Problems of Onomatopoeia in Historical Linguistics

The forms in the first part of this paper are from a paper by Geoffrey Kimball referenced at the end. He examined the relationship between the Muskogean languages and the isolates Tunica, Natchez, Atakapa, and Chitimacha in a proposed Amerindian family of the Southeastern US called Gulf. He concluded that although the languages were probably related, there was no way to prove it was so.

Granted, there are problems in the relationship, that’s for sure. But I went through a paper by Pam Munro looking at the relationship between Yuki-Wappo and Gulf and found the relationship convincing. The Gulf languages seemed obviously related; either that or massive borrowing had occurred.

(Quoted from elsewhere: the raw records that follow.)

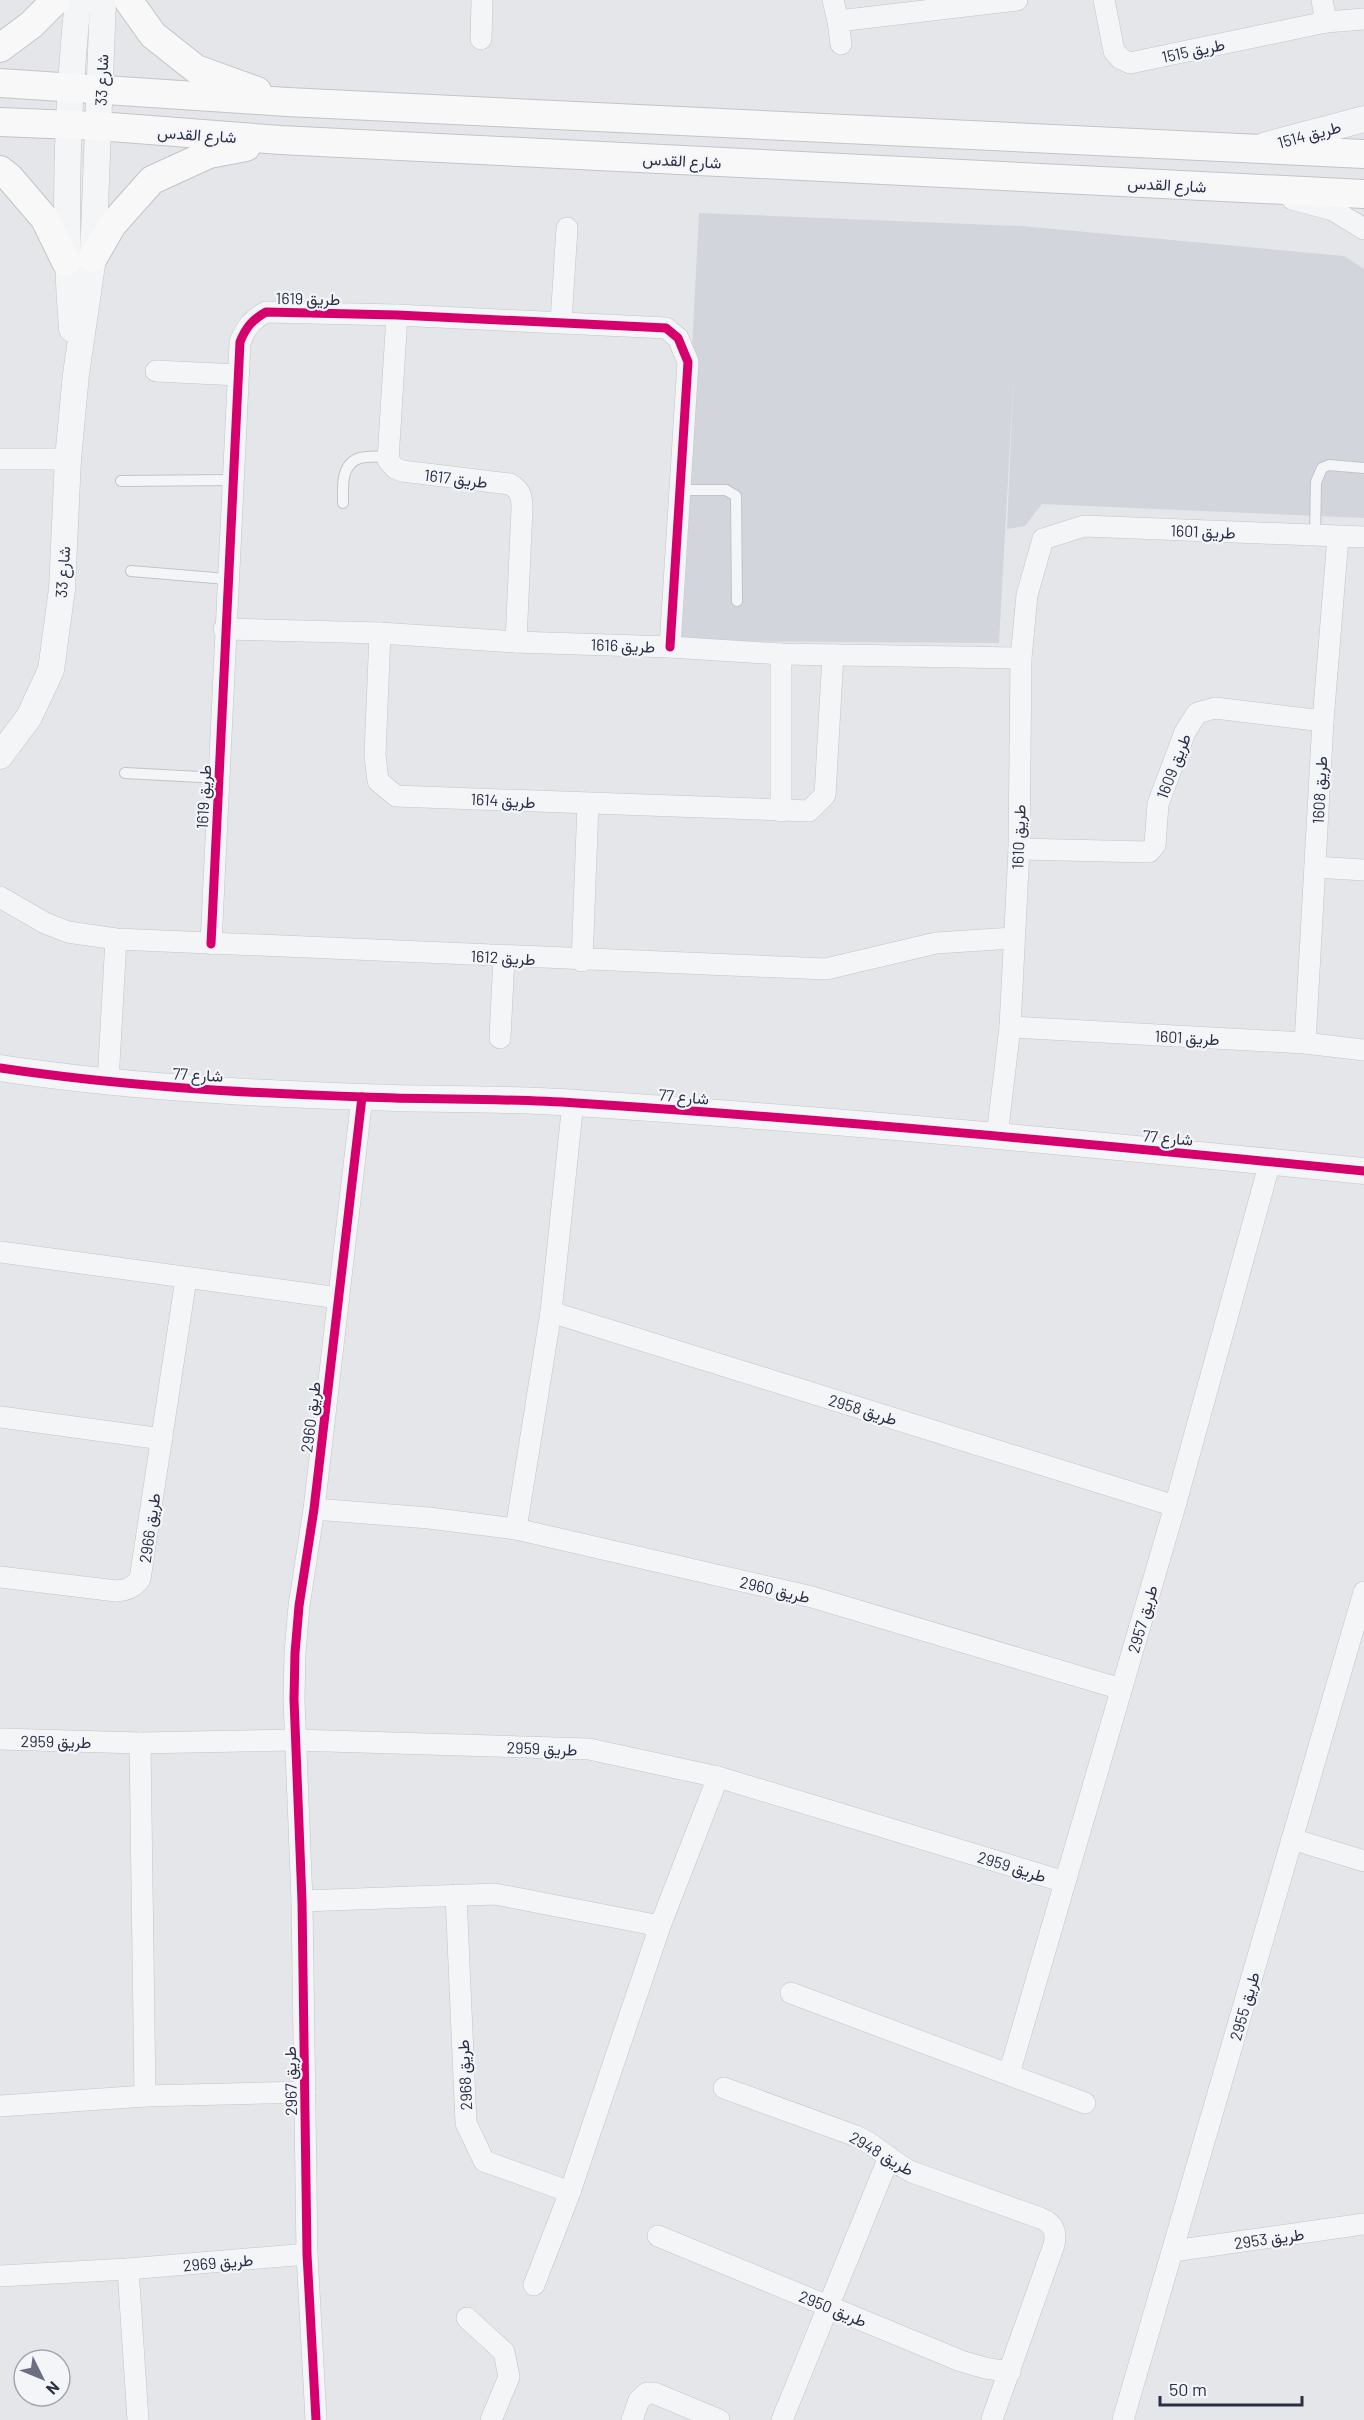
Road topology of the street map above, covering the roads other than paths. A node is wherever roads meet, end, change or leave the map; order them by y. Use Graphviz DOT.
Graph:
graph roads {
  1 [pos="56,0"];
  2 [pos="78,0"];
  3 [pos="103,0"];
  4 [pos="128,0"];
  5 [pos="482,0"];
  6 [pos="833,0"];
  7 [pos="1017,0"];
  8 [pos="1104,0"];
  9 [pos="1322,0"];
  10 [pos="1364,18"];
  11 [pos="838,21"];
  12 [pos="1326,22"];
  13 [pos="481,39"];
  14 [pos="842,44"];
  15 [pos="0,48"];
  16 [pos="0,83"];
  17 [pos="70,88"];
  18 [pos="100,89"];
  19 [pos="287,102"];
  20 [pos="1364,119"];
  21 [pos="0,122"];
  22 [pos="69,125"];
  23 [pos="99,126"];
  24 [pos="280,140"];
  25 [pos="1253,148"];
  26 [pos="1364,154"];
  27 [pos="0,170"];
  28 [pos="1254,188"];
  29 [pos="1364,194"];
  30 [pos="567,228"];
  31 [pos="1364,229"];
  32 [pos="80,260"];
  33 [pos="398,315"];
  34 [pos="561,322"];
  35 [pos="156,371"];
  36 [pos="238,375"];
  37 [pos="389,456"];
  38 [pos="0,459"];
  39 [pos="68,459"];
  40 [pos="1364,468"];
  41 [pos="232,480"];
  42 [pos="121,481"];
  43 [pos="679,490"];
  44 [pos="343,503"];
  45 [pos="1315,536"];
  46 [pos="1338,537"];
  47 [pos="1364,537"];
  48 [pos="1044,539"];
  49 [pos="131,571"];
  50 [pos="227,579"];
  51 [pos="737,601"];
  52 [pos="224,629"];
  53 [pos="380,633"];
  54 [pos="516,642"];
  55 [pos="670,647"];
  56 [pos="781,654"];
  57 [pos="832,655"];
  58 [pos="1021,658"];
  59 [pos="1323,721"];
  60 [pos="0,756"];
  61 [pos="125,773"];
  62 [pos="219,778"];
  63 [pos="588,804"];
  64 [pos="781,811"];
  65 [pos="1019,849"];
  66 [pos="1315,867"];
  67 [pos="1364,870"];
  68 [pos="0,897"];
  69 [pos="1013,938"];
  70 [pos="116,939"];
  71 [pos="211,944"];
  72 [pos="504,957"];
  73 [pos="582,961"];
  74 [pos="1010,1027"];
  75 [pos="500,1038"];
  76 [pos="1305,1043"];
  77 [pos="1364,1050"];
  78 [pos="0,1068"];
  79 [pos="108,1082"];
  80 [pos="362,1097"];
  81 [pos="573,1102"];
  82 [pos="997,1136"];
  83 [pos="1270,1162"];
  84 [pos="1364,1171"];
  85 [pos="0,1252"];
  86 [pos="186,1279"];
  87 [pos="339,1298"];
  88 [pos="551,1312"];
  89 [pos="0,1417"];
  90 [pos="162,1439"];
  91 [pos="1175,1506"];
  92 [pos="314,1509"];
  93 [pos="516,1528"];
  94 [pos="0,1576"];
  95 [pos="1364,1592"];
  96 [pos="1121,1689"];
  97 [pos="0,1739"];
  98 [pos="295,1740"];
  99 [pos="140,1743"];
  100 [pos="718,1777"];
  101 [pos="1292,1839"];
  102 [pos="1364,1861"];
  103 [pos="1065,1882"];
  104 [pos="456,1895"];
  105 [pos="302,1900"];
  106 [pos="660,1926"];
  107 [pos="791,1993"];
  108 [pos="1009,2074"];
  109 [pos="724,2088"];
  110 [pos="305,2092"];
  111 [pos="145,2096"];
  112 [pos="1085,2103"];
  113 [pos="0,2106"];
  114 [pos="889,2157"];
  115 [pos="570,2192"];
  116 [pos="1364,2224"];
  117 [pos="658,2236"];
  118 [pos="1173,2251"];
  119 [pos="307,2254"];
  120 [pos="128,2269"];
  121 [pos="0,2276"];
  122 [pos="534,2285"];
  123 [pos="828,2306"];
  124 [pos="467,2318"];
  125 [pos="1010,2372"];
  126 [pos="992,2419"];
  127 [pos="138,2420"];
  128 [pos="316,2420"];
  129 [pos="491,2420"];
  130 [pos="632,2420"];
  131 [pos="719,2420"];
  132 [pos="782,2420"];
  133 [pos="1123,2420"];
  1 -- 15 [label="main road"];
  2 -- 17 [label="street, شارع 33"];
  3 -- 18 [label="street, شارع 33"];
  4 -- 19 [label="main road"];
  5 -- 13 [label="street"];
  6 -- 11 [label="street"];
  7 -- 11 [label="street"];
  8 -- 12 [label="street, طريق 1515"];
  9 -- 12 [label="street"];
  10 -- 12 [label="street, طريق 1515"];
  11 -- 14 [label="street"];
  16 -- 17 [label="main road"];
  17 -- 18 [label="main road"];
  17 -- 22 [label="street, شارع 33"];
  18 -- 19 [label="main road"];
  18 -- 23 [label="street, شارع 33"];
  19 -- 25 [label="main road"];
  20 -- 25 [label="street, طريق 1514"];
  21 -- 22 [label="main road, شارع القدس"];
  22 -- 23 [label="main road, شارع القدس"];
  22 -- 32 [label="street, شارع 33"];
  23 -- 24 [label="main road, شارع القدس"];
  23 -- 32 [label="street, شارع 33"];
  24 -- 28 [label="main road, شارع القدس"];
  24 -- 32 [label="main road"];
  25 -- 26 [label="main road"];
  27 -- 32 [label="main road"];
  28 -- 29 [label="main road, شارع القدس"];
  28 -- 31 [label="street"];
  30 -- 34 [label="street"];
  32 -- 39 [label="street, شارع 33"];
  33 -- 34 [label="street, طريق 1619"];
  33 -- 36 [label="street, طريق 1619"];
  33 -- 37 [label="street"];
  34 -- 43 [label="street, طريق 1619"];
  35 -- 36 [label="street"];
  36 -- 41 [label="street, طريق 1619"];
  37 -- 44 [label="lane"];
  37 -- 54 [label="street, طريق 1617"];
  38 -- 39 [label="street"];
  39 -- 60 [label="street, شارع 33"];
  40 -- 45 [label="lane"];
  41 -- 42 [label="lane"];
  41 -- 50 [label="street, طريق 1619"];
  43 -- 51 [label="lane"];
  43 -- 55 [label="street, طريق 1619"];
  45 -- 46 [label="street, طريق 1601"];
  45 -- 48 [label="street, طريق 1601"];
  46 -- 47 [label="street, طريق 1601"];
  46 -- 59 [label="street, طريق 1608"];
  48 -- 58 [label="street, طريق 1610"];
  49 -- 50 [label="lane"];
  50 -- 52 [label="street, طريق 1619"];
  52 -- 53 [label="street, طريق 1616"];
  52 -- 62 [label="street, طريق 1619"];
  53 -- 54 [label="street, طريق 1616"];
  53 -- 63 [label="street, طريق 1614"];
  54 -- 55 [label="street, طريق 1616"];
  55 -- 56 [label="street, طريق 1616"];
  56 -- 57 [label="street, طريق 1616"];
  56 -- 64 [label="street"];
  57 -- 58 [label="street, طريق 1616"];
  57 -- 64 [label="street, طريق 1614"];
  58 -- 65 [label="street, طريق 1610"];
  59 -- 65 [label="street, طريق 1609"];
  59 -- 66 [label="street, طريق 1608"];
  61 -- 62 [label="lane"];
  62 -- 71 [label="street, طريق 1619"];
  63 -- 64 [label="street, طريق 1614"];
  63 -- 73 [label="street"];
  65 -- 69 [label="street, طريق 1610"];
  66 -- 67 [label="street"];
  66 -- 76 [label="street, طريق 1608"];
  68 -- 70 [label="street, طريق 1612"];
  69 -- 73 [label="street, طريق 1612"];
  69 -- 74 [label="street, طريق 1610"];
  70 -- 71 [label="street, طريق 1612"];
  70 -- 79 [label="street"];
  71 -- 72 [label="street, طريق 1612"];
  72 -- 73 [label="street, طريق 1612"];
  72 -- 75 [label="street"];
  74 -- 76 [label="street, طريق 1601"];
  74 -- 82 [label="street, طريق 1610"];
  76 -- 77 [label="street, طريق 1601"];
  78 -- 79 [label="street, شارع 77"];
  79 -- 80 [label="street, شارع 77"];
  80 -- 81 [label="street, شارع 77"];
  80 -- 87 [label="street, طريق 2960"];
  81 -- 82 [label="street, شارع 77"];
  81 -- 88 [label="street"];
  82 -- 83 [label="street, شارع 77"];
  83 -- 84 [label="street, شارع 77"];
  83 -- 91 [label="street, طريق 2957"];
  85 -- 86 [label="street"];
  86 -- 87 [label="street"];
  86 -- 90 [label="street, طريق 2966"];
  87 -- 92 [label="street, طريق 2960"];
  88 -- 91 [label="street, طريق 2958"];
  88 -- 93 [label="street"];
  89 -- 90 [label="street"];
  90 -- 94 [label="street, طريق 2966"];
  91 -- 96 [label="street, طريق 2957"];
  92 -- 93 [label="street, طريق 2960"];
  92 -- 98 [label="street, طريق 2960"];
  93 -- 96 [label="street, طريق 2960"];
  95 -- 101 [label="street, طريق 2955"];
  96 -- 103 [label="street, طريق 2957"];
  97 -- 99 [label="street, طريق 2959"];
  98 -- 99 [label="street, طريق 2959"];
  98 -- 100 [label="street, طريق 2959"];
  98 -- 105 [label="street, طريق 2967"];
  99 -- 111 [label="street"];
  100 -- 103 [label="street, طريق 2959"];
  100 -- 106 [label="street"];
  101 -- 102 [label="street"];
  101 -- 118 [label="street, طريق 2955"];
  103 -- 108 [label="street, طريق 2957"];
  104 -- 105 [label="street"];
  104 -- 106 [label="street"];
  104 -- 115 [label="street, طريق 2968"];
  105 -- 110 [label="street, طريق 2967"];
  106 -- 115 [label="street"];
  107 -- 108 [label="street"];
  108 -- 112 [label="street"];
  109 -- 114 [label="street, طريق 2948"];
  110 -- 111 [label="street, طريق 2967"];
  110 -- 119 [label="street, طريق 2967"];
  111 -- 113 [label="street, طريق 2967"];
  114 -- 123 [label="street"];
  114 -- 125 [label="street, طريق 2948"];
  115 -- 122 [label="street"];
  116 -- 118 [label="street, طريق 2953"];
  117 -- 123 [label="street, طريق 2950"];
  118 -- 133 [label="street, طريق 2955"];
  119 -- 120 [label="street, طريق 2969"];
  119 -- 128 [label="street, طريق 2967"];
  120 -- 121 [label="street, طريق 2969"];
  120 -- 127 [label="street"];
  123 -- 125 [label="street, طريق 2950"];
  123 -- 132 [label="street"];
  124 -- 129 [label="street"];
  125 -- 126 [label="street"];
  130 -- 131 [label="street"];
}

People who oppose long-range language proposals like the above like to harp on a few caveats that get in the way of showing language relationship. For instance, they throw out all onomatopoetic words – words that are based on the sound of something. In animal names, this often refers to the sound of an animal.

Buzz for insects, slam or punch for a fist pounding, chirp for bird noises, meow for cat sounds, on and on. All of these are supposed to be rejected because people make up words based on the sound something makes. This gets in the way of proving relationship because we can always argue that these words are not cognates; instead, they are just words based on the typical sounds an animal makes.

However, I would say, “Not so fast now!” Follow me.

It’s from a scan, so it’s not letting me cut and paste but if you look at pp. 33-34, neighboring Siouan Quapaw has shikkokkoke.

Then in Gulf, we have


Tunica           wishkoku
Proto-Muskogean  tsiskoko/kwiskoko
Natchez          mishkokwa

Siouan           shikkokkoke

He says onomatopoeia, and then he says heavy borrowing. Also, as a birdwatcher, I am unconvinced that words for “robin” always end up looking like this due to the sound the bird makes. I don’t buy it. Our word is “robin.” That look like any of the words above.

I’m curious why any of these tribes would have to borrow a word for “robin” which has been found in their area since the tribes were founded. Animal names are usually borrowed when a group moves into a new territory with new animals with no names for them.

Onomatopoeia – fine, but why the same phoneme sequence over and over? There must be 100 onomatopoeic ways to describe this bird.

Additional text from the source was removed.